(Stored data entries)
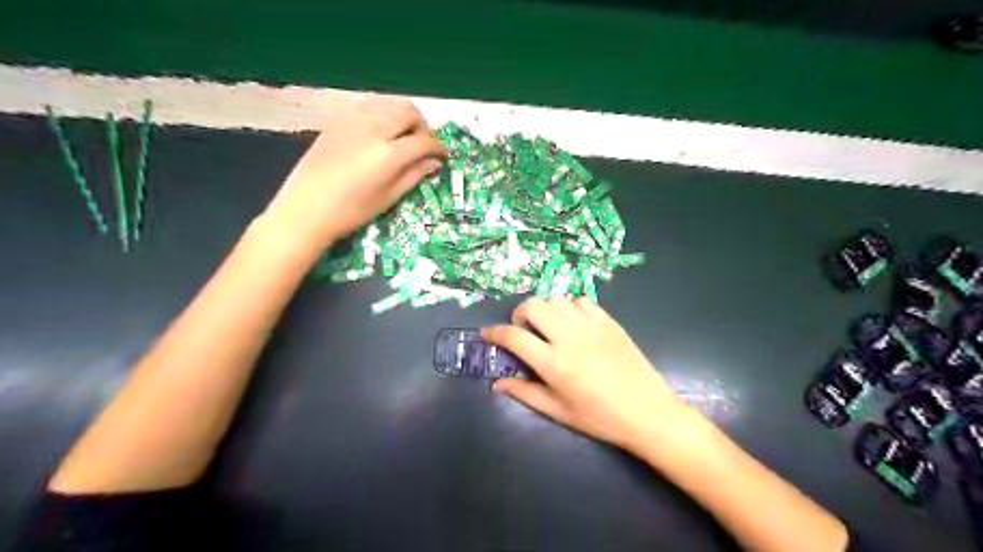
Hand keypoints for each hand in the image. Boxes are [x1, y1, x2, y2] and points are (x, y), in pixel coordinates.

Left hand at [260, 93, 445, 247]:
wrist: (306, 209)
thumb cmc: (351, 211)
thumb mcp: (388, 197)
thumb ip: (414, 175)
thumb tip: (435, 162)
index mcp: (388, 154)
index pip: (424, 141)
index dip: (438, 148)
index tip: (443, 156)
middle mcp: (373, 129)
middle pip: (409, 111)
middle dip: (422, 127)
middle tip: (422, 145)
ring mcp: (353, 120)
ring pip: (389, 103)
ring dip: (403, 117)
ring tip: (402, 137)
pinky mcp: (338, 119)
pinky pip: (368, 106)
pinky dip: (382, 113)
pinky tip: (380, 133)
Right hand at [484, 301, 689, 449]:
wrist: (647, 411)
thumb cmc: (599, 417)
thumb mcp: (558, 411)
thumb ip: (525, 393)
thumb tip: (497, 383)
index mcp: (554, 363)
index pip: (514, 336)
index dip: (494, 332)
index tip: (487, 334)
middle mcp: (569, 337)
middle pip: (533, 306)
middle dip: (519, 314)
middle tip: (521, 329)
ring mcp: (590, 325)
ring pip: (555, 299)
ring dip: (544, 309)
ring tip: (547, 326)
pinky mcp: (608, 321)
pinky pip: (581, 301)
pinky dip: (569, 307)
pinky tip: (572, 323)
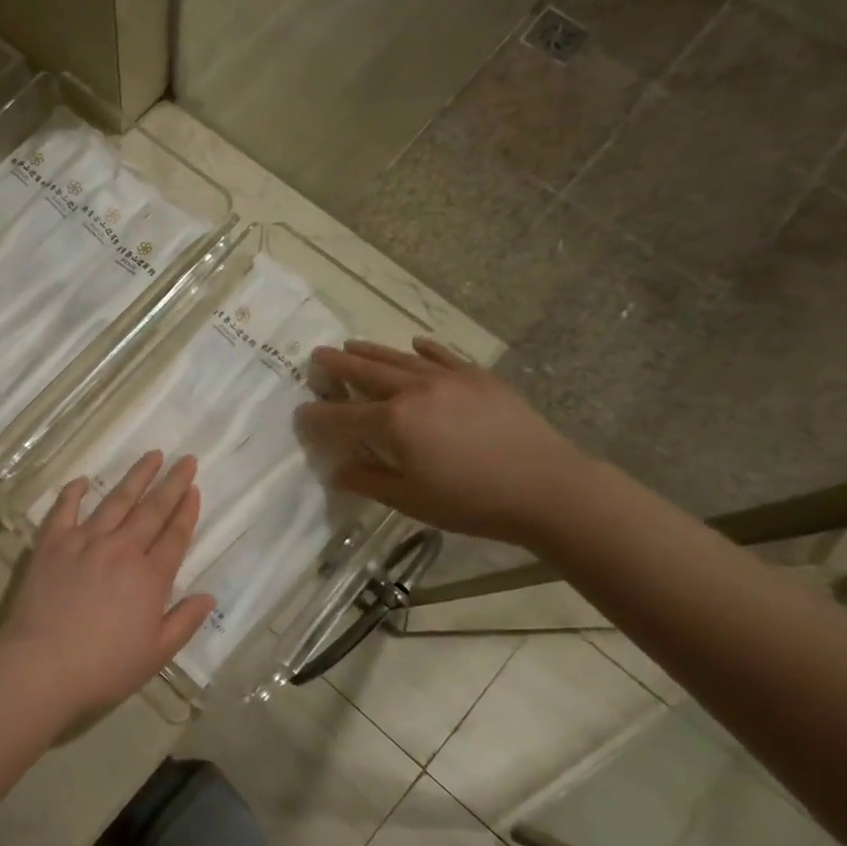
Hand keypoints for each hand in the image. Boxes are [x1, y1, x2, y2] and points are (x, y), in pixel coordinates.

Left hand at [0, 452, 215, 724]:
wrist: (40, 666)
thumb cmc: (102, 668)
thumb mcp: (155, 655)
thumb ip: (184, 622)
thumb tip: (208, 596)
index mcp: (150, 577)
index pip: (175, 536)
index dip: (187, 511)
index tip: (194, 489)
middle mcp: (121, 550)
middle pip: (152, 509)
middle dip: (171, 483)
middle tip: (186, 459)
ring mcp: (84, 542)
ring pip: (116, 501)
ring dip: (136, 477)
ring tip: (151, 455)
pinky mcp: (52, 544)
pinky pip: (65, 509)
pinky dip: (73, 492)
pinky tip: (83, 480)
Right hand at [294, 337, 598, 546]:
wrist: (547, 487)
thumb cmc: (471, 502)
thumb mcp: (411, 500)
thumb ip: (368, 481)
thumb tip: (335, 470)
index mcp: (393, 422)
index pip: (341, 416)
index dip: (316, 416)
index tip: (299, 413)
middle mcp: (414, 390)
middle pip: (365, 372)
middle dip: (337, 365)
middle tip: (317, 356)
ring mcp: (448, 378)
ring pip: (399, 358)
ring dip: (371, 351)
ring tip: (350, 344)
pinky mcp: (478, 377)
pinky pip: (443, 355)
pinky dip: (424, 349)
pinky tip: (414, 343)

PROBLEM TO WORK ON
Between and including the line with "thumb cmc: (351, 211)" and the line with "thumb mcp: (155, 655)", repeat every line exactly as it appears above, with pictures left out.

SOLVED PROBLEM
thumb cmc: (351, 211)
thumb mcp: (388, 197)
thumb ip: (414, 175)
thumb tip: (435, 162)
index mcp: (388, 154)
index pip: (424, 141)
index dip: (438, 148)
index tip: (443, 156)
middle mcp: (373, 129)
middle pip: (409, 111)
middle dip: (422, 127)
middle tip: (422, 145)
ring mcp: (353, 120)
ring pip: (389, 103)
ring dip: (403, 117)
ring tip: (402, 137)
pinky mcp: (338, 119)
pinky pip: (368, 106)
pinky dip: (382, 113)
pinky tip: (380, 133)
Right hand at [484, 301, 689, 449]:
wrist: (647, 411)
thumb cmc: (599, 417)
thumb mcp: (558, 411)
thumb ip: (525, 393)
thumb tip: (497, 383)
index mcp: (554, 363)
index pip: (514, 336)
index dip: (494, 332)
index tip: (487, 334)
middle mcp: (569, 337)
middle pip: (533, 306)
middle dip: (519, 314)
middle tip: (521, 329)
ring mcp: (590, 325)
ring pip: (555, 299)
ring dip: (544, 309)
ring tip: (547, 326)
pinky mcp: (608, 321)
pinky pip: (581, 301)
pinky dip: (569, 307)
pinky tip: (572, 323)
Hand keypoints for each hand in the image. Boxes are [x1, y1, x2, y2] and points are (x, y), in pixel coordinates.

Left hand at [0, 452, 215, 724]:
wrist: (40, 666)
thumb cmc: (102, 668)
thumb mcp: (155, 655)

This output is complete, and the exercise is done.